Campo Olimpico de Golfe is a wonderful golf course. The designer Gil Hanse was given some great raw material to work with. It's waste and scrub covered land in the the greater Barra da Tijuca area, about than half an hour's drive from the athletes' village.

The land is genuine links country. The base is pure sand, there's not a tree in sight and it's only a few kilometres from the sea.

Hanse has nicely worked the angles of the holes and the contours of the ground. It's not a super long golf course, but he's proved again that subtlety is just as important in golf course design as brute strength.

Some earthmoving has been required, but the real hero has been a drought resistant grass called Zeon Zoyza, which was developed in Texas, and is used on the fairways, rough and tees here.

As well as its environmental advantages, the texture of this grass almost always gives players a nice lie on the fairway. The Brazilian public who'll play here after the Olympics, many of them probably just learning the game, will love the surface.

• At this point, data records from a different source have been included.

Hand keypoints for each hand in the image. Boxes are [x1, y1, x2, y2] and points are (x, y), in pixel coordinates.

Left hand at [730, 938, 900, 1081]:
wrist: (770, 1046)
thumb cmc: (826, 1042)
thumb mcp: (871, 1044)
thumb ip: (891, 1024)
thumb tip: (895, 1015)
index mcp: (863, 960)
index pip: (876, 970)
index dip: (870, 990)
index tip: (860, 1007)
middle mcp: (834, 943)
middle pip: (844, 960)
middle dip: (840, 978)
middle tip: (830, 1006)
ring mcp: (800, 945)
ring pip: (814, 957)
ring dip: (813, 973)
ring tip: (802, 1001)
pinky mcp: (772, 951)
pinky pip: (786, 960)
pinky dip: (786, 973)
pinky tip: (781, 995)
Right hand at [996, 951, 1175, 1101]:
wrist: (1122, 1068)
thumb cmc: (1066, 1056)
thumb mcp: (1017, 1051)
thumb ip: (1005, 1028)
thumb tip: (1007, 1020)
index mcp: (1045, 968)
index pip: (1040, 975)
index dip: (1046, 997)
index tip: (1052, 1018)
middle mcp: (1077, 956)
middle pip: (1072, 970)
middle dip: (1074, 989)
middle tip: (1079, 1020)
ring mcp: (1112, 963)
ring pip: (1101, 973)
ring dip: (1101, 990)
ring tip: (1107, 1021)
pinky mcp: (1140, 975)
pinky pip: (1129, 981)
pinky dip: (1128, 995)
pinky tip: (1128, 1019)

Danny Lee of New Zealand at Olympic Games.

Danny Lee of New Zealand at Olympic Games.

Source: Associated Press

But when you've made your way past the armed guards at the gate, it doesn't take long to realise that golf is not a significant sport in Brazil.

The gallery which was pretty sparse again (only 3,300 were there on the first day) was noticeably bereft of locals. There were plenty of American, British and Australasian accents. The only Brazilians seemed to be the volunteers in the garish yellow uniforms.

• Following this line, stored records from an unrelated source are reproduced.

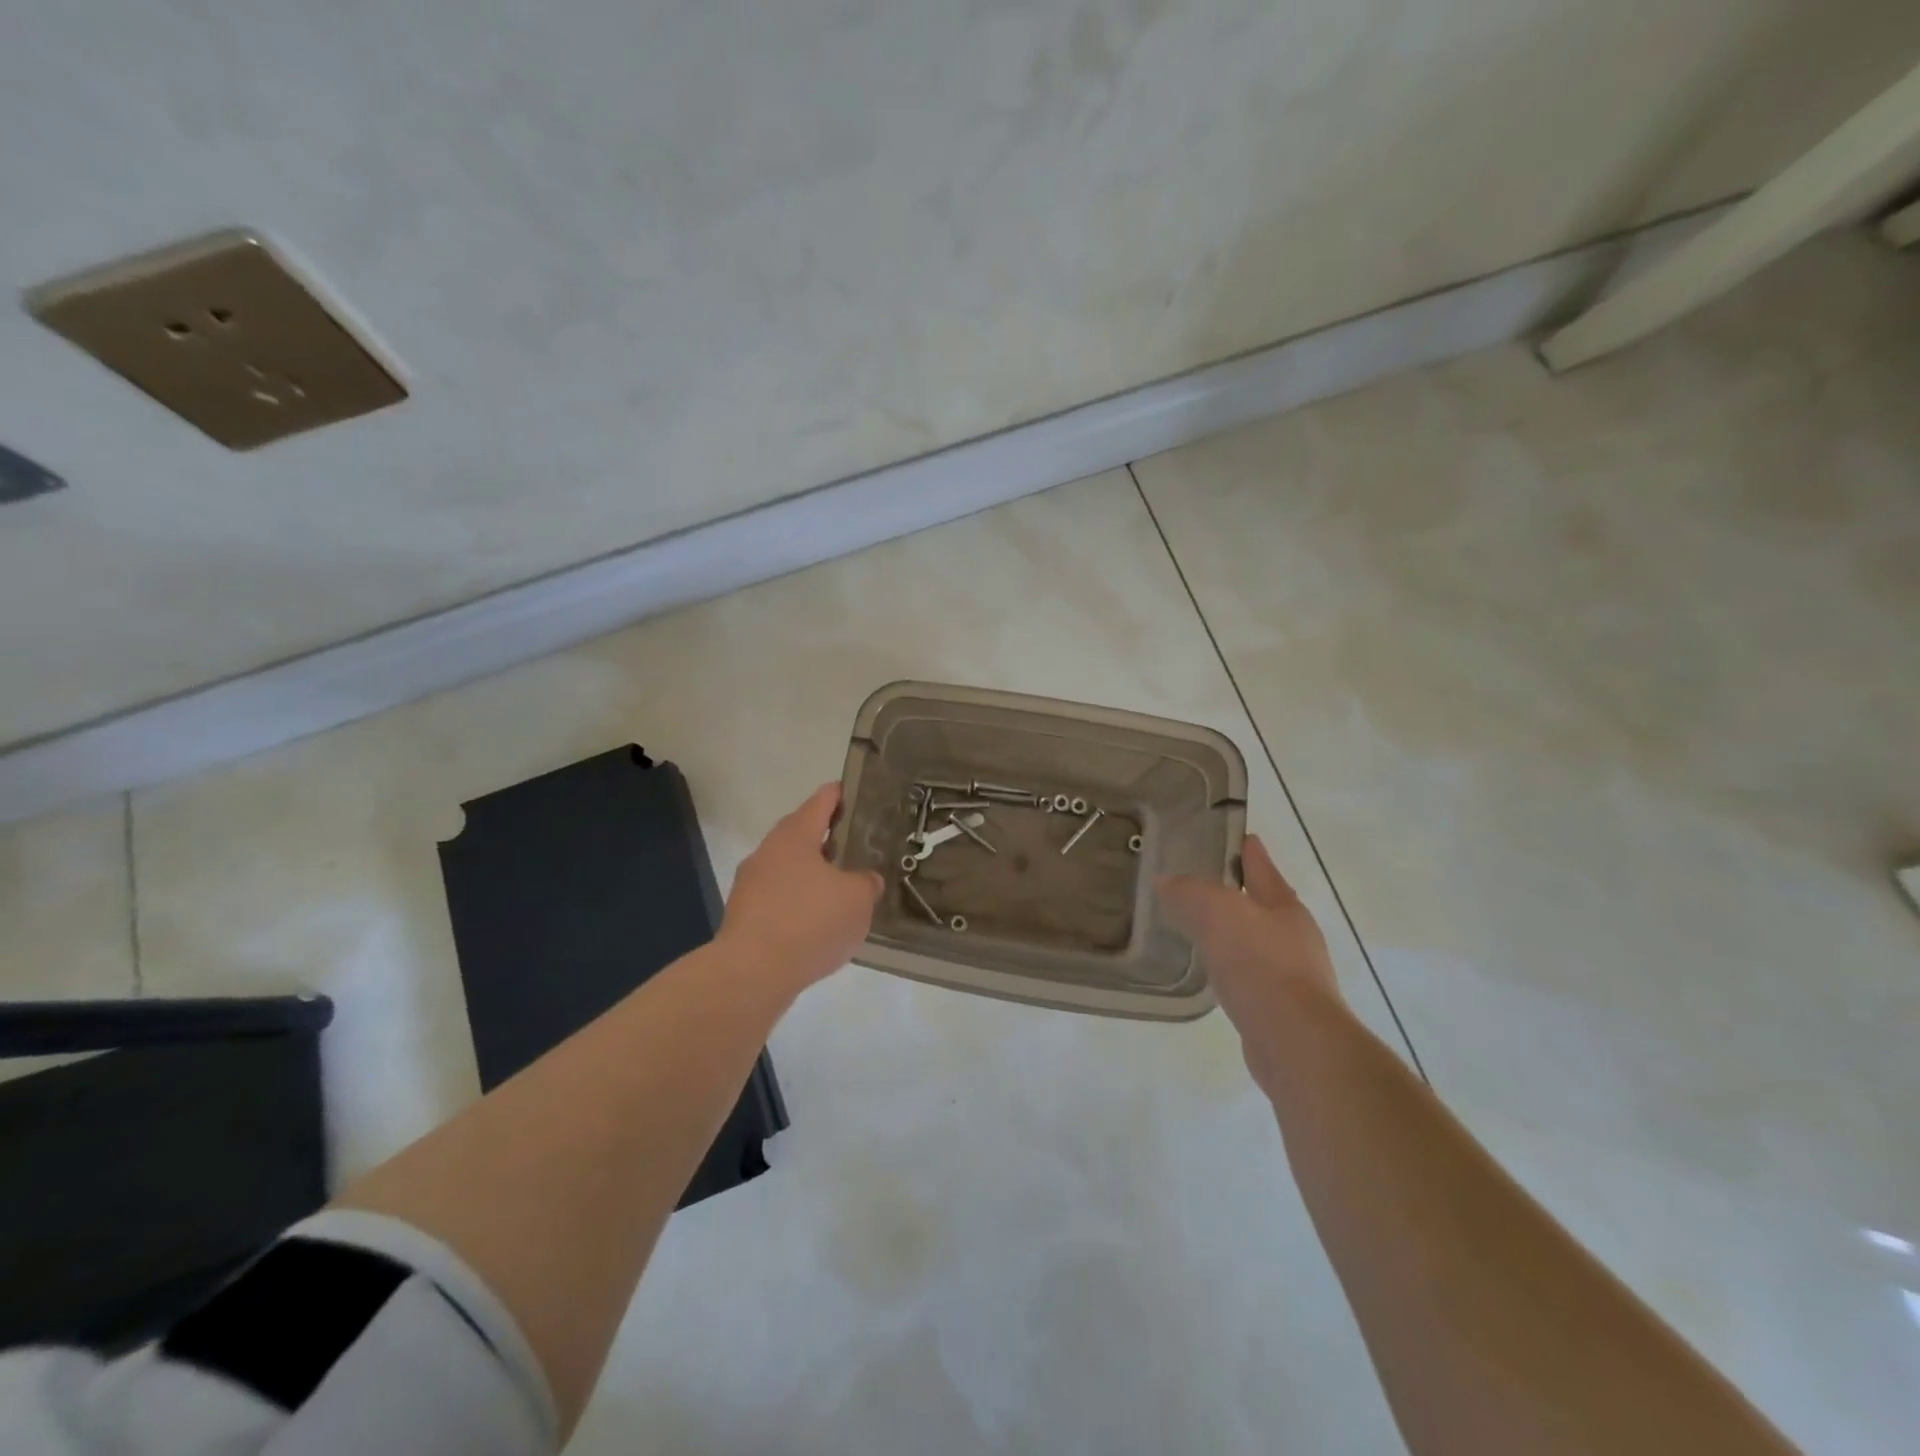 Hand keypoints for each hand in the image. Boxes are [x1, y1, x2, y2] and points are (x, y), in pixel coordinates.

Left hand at [720, 783, 883, 996]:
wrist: (751, 974)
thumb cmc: (809, 922)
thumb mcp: (857, 899)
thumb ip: (866, 883)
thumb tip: (865, 880)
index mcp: (794, 836)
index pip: (820, 802)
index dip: (839, 795)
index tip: (853, 792)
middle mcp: (767, 853)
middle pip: (800, 835)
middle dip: (826, 839)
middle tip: (855, 845)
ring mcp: (750, 885)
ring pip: (788, 870)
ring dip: (812, 875)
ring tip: (841, 889)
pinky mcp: (744, 917)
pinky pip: (779, 900)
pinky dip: (799, 905)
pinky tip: (818, 924)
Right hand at [1156, 835, 1344, 1081]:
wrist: (1295, 1042)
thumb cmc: (1260, 965)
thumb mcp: (1218, 913)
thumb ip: (1190, 892)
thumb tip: (1165, 881)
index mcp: (1284, 905)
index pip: (1262, 866)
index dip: (1246, 850)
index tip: (1233, 836)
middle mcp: (1294, 935)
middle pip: (1262, 903)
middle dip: (1238, 892)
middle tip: (1201, 884)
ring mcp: (1293, 974)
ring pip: (1256, 941)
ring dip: (1233, 932)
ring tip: (1200, 927)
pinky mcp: (1282, 1008)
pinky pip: (1251, 975)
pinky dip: (1233, 966)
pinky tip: (1215, 972)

Still that makes for easy spectating.

I just walked out of the media area to the 10th fairway. Almost immediately I saw Martin Kaymer plundering a big three wood down the long par five. His playing Bubba Watson was just beside him off the tee and he thought he could reach the green with a long iron. He didn't.

Go to any other event and a pairing of those two major champions would have a huge gallery following them through which you'd struggle to get a decent view.

Bubba, twice a Masters winner, is a huge fan of Olympic golf.

"This is what all athletes want to do, this is what we train for," he said afterwards.

How much sway he'll have in the locker rooms of the PGA Tour in the next few years as he tries to spread the gospel of the Olympics is yet to be seen.

After Watson and Kaymer, I walked another hundred metres or so and there was Masters champion Danny Willet and American favourite Matt Kuchar playing down the 11th.

And then I found Danny Lee. As it transpired he was just about finished his round but I caught him in the middle of a sensational birdie burst.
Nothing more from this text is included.